## ABOUT THIS TASK
Scan the records below. Copy every line in which the word "Armour" appears.
# # # # #
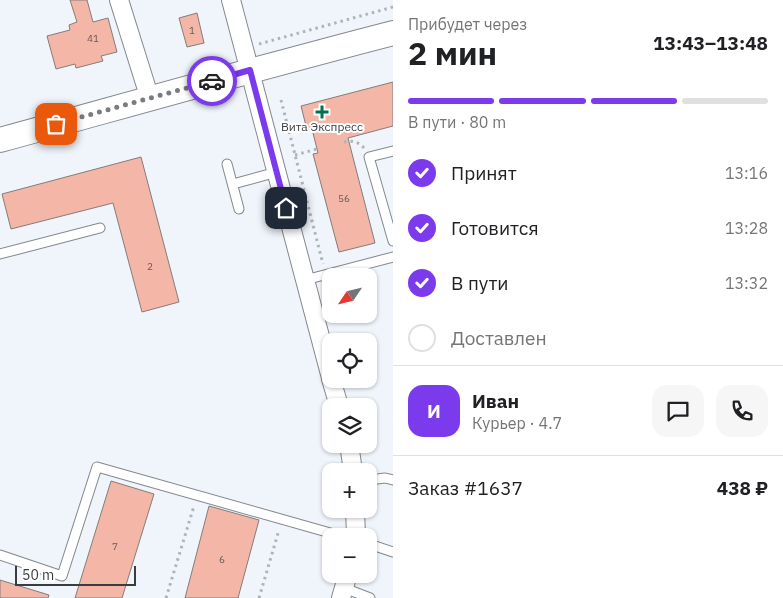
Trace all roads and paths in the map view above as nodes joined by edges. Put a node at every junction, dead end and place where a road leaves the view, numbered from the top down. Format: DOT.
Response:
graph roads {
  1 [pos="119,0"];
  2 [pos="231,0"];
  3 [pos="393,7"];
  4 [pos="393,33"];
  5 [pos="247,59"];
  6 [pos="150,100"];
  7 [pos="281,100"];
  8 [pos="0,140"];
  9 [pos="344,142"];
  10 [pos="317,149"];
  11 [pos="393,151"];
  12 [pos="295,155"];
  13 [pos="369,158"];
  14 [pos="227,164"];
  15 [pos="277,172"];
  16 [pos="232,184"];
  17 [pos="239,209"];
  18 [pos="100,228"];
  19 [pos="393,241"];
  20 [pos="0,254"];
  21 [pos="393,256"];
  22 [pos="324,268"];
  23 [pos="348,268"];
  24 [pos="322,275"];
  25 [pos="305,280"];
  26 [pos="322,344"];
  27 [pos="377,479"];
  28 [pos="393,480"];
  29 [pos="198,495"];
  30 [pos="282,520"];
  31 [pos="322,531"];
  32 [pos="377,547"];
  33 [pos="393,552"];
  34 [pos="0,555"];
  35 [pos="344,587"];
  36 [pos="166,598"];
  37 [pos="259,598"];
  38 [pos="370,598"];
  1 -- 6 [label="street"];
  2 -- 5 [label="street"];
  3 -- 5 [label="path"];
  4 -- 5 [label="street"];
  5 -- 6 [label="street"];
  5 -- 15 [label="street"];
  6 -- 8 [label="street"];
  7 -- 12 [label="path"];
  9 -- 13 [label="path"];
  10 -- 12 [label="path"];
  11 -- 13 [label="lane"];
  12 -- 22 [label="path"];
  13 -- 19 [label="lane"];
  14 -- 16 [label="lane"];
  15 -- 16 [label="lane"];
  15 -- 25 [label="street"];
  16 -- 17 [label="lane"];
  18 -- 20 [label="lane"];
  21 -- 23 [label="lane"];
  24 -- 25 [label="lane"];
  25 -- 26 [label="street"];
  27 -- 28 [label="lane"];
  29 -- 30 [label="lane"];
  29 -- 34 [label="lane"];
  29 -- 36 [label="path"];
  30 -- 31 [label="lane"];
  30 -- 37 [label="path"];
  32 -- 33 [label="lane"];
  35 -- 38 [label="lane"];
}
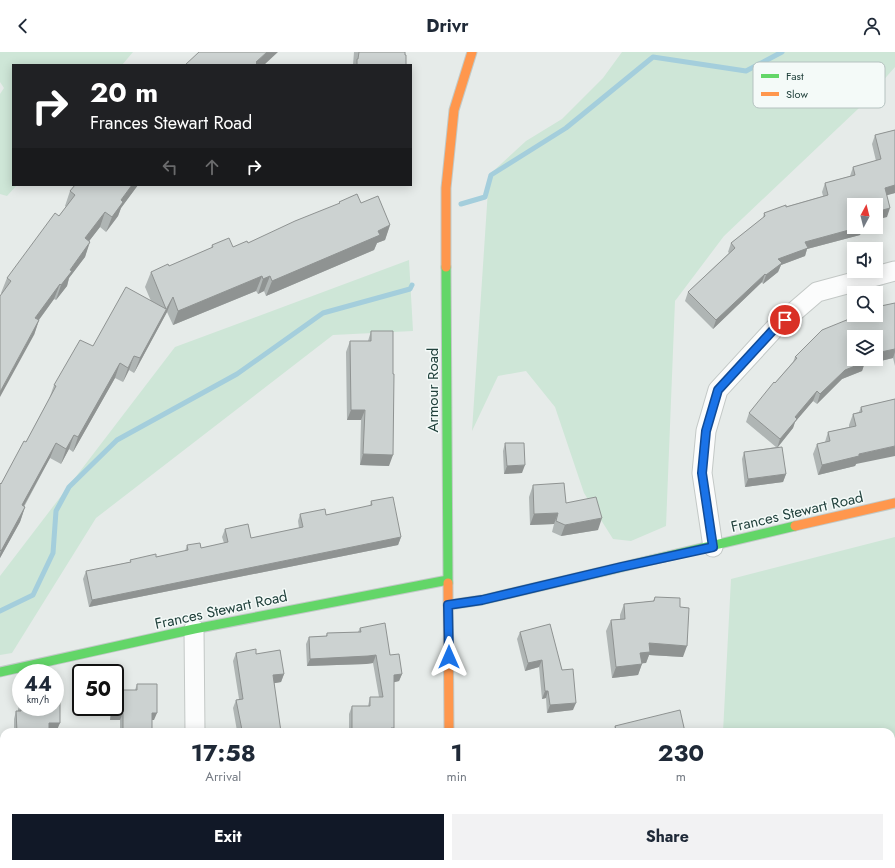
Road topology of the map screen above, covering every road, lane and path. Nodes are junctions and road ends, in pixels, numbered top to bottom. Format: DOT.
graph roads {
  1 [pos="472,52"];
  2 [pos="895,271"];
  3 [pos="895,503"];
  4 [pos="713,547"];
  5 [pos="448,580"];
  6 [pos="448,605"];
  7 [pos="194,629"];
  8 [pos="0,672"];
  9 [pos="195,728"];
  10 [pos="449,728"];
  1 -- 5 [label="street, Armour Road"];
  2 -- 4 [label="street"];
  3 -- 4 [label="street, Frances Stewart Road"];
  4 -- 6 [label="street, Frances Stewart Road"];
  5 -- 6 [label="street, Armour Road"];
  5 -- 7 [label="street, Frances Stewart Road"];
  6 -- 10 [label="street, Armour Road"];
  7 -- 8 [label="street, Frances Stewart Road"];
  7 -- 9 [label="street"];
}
# # # # #
## YOUR SOLUTION
  1 -- 5 [label="street, Armour Road"];
  5 -- 6 [label="street, Armour Road"];
  6 -- 10 [label="street, Armour Road"];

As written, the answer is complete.